#### PROBLEM REQUIREMENTS:
As you look over the data below, please find each line where the word "Nodes" appears, then copy it.

[THE RECORDS — start]

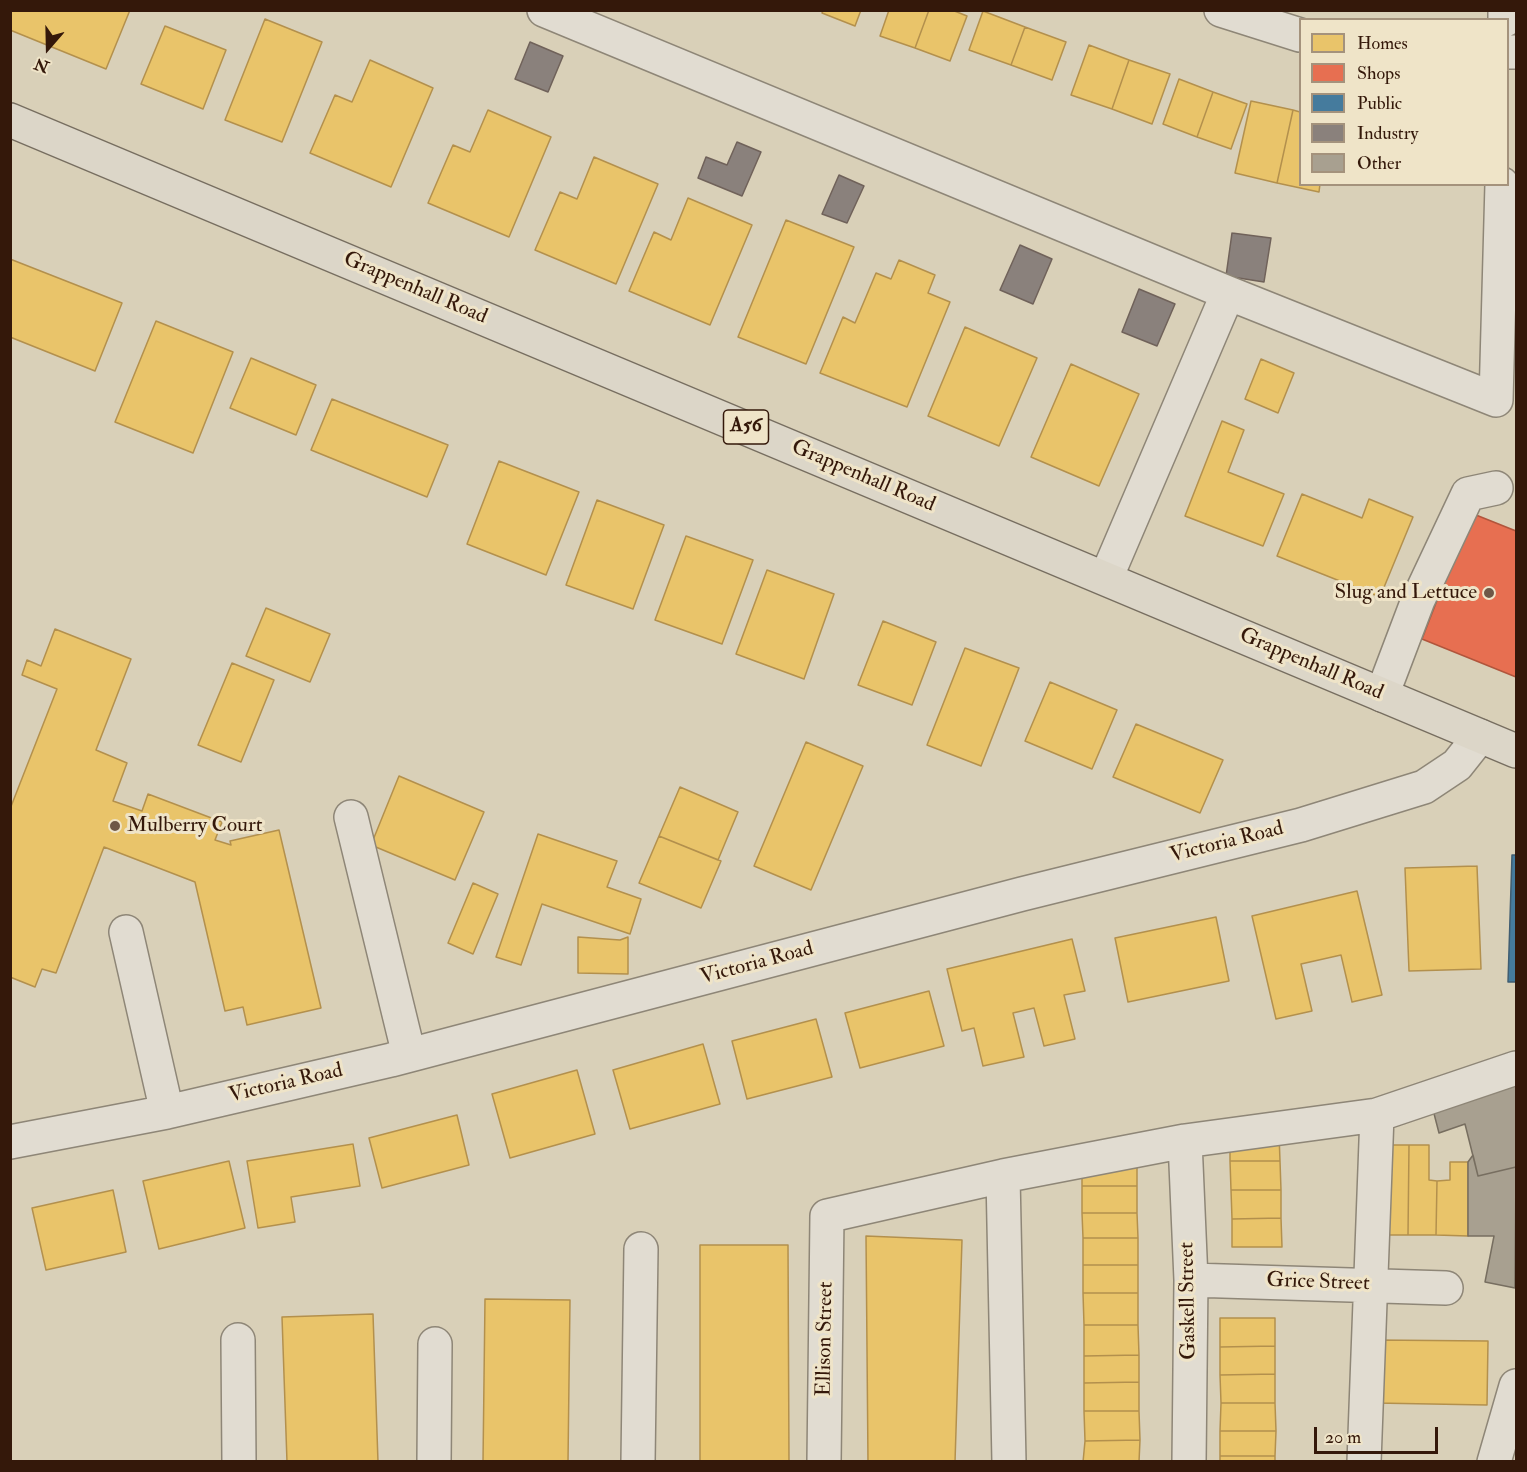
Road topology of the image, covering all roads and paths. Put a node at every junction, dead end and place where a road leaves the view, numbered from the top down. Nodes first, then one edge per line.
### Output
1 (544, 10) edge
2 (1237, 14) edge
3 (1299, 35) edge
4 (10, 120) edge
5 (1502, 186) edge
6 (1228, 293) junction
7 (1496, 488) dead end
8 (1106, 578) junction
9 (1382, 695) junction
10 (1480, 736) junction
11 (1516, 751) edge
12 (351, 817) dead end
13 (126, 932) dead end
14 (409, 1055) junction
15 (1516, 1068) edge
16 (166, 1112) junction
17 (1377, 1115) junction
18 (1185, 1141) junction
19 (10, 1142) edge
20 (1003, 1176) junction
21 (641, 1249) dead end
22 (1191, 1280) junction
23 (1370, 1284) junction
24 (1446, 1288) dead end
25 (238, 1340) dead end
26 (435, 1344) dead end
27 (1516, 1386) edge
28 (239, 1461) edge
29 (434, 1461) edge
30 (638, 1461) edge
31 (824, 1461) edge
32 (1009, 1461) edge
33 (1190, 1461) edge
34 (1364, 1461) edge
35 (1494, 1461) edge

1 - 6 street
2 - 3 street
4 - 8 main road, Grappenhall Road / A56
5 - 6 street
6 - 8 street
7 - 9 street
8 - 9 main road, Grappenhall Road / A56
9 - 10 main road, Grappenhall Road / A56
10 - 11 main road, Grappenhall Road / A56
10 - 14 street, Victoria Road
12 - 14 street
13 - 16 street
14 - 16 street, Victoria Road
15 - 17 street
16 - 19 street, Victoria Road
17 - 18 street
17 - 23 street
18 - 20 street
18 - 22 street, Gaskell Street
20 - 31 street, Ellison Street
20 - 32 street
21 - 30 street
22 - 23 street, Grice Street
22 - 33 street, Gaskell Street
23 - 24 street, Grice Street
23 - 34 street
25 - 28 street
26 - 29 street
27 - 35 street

[THE RECORDS — finish]
[THE RECORDS — start]

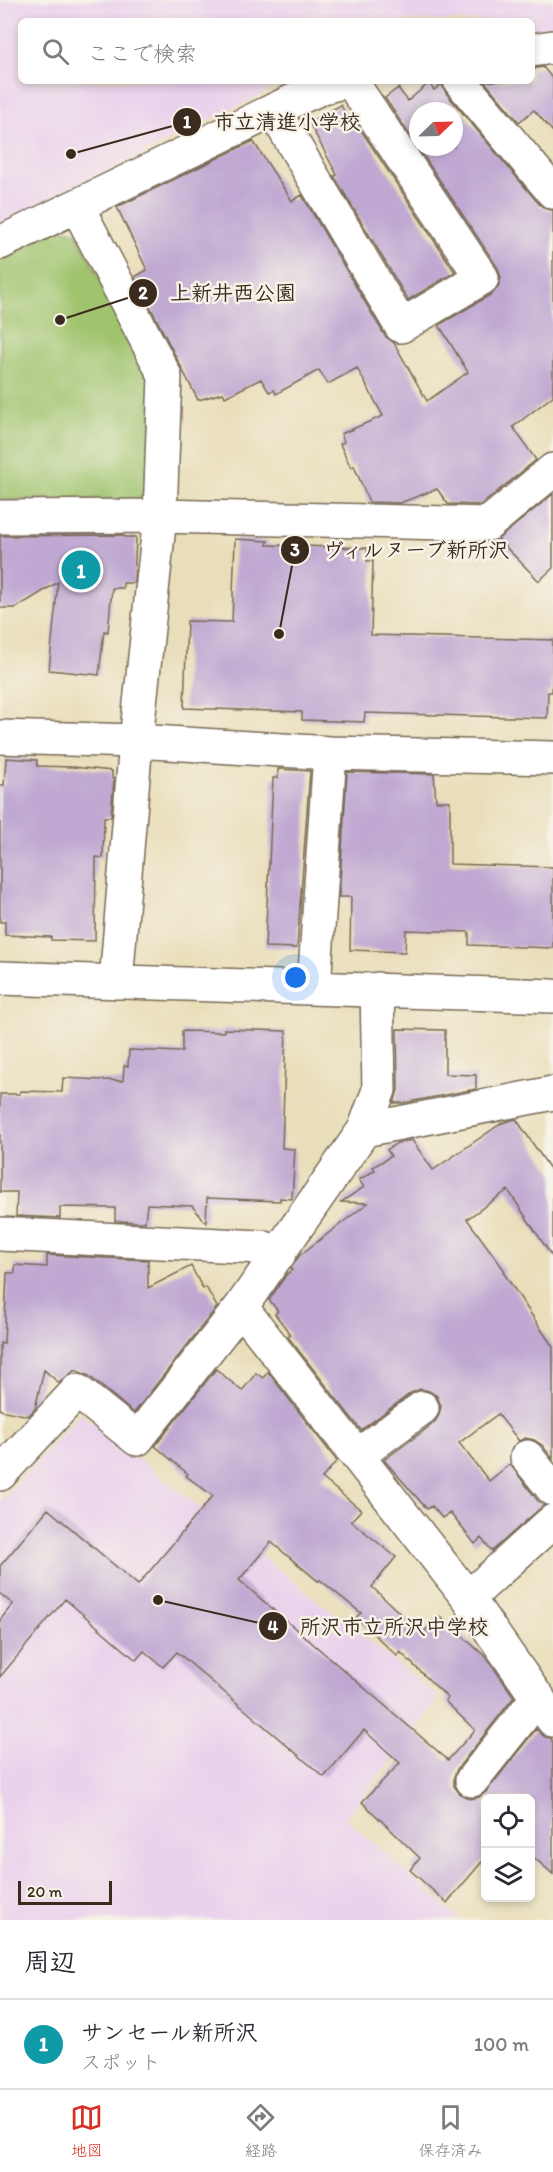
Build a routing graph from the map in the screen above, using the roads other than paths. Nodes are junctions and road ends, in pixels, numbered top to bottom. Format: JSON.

[THE RECORDS — finish]

#### ANSWER FOR THE TASK:
Road topology of the image, covering all roads and paths. Put a node at every junction, dead end and place where a road leaves the view, numbered from the top down. Nodes first, then one edge per line.
Build a routing graph from the map in the screen above, using the roads other than paths. Nodes are junctions and road ends, in pixels, numbered top to bottom. Format: JSON.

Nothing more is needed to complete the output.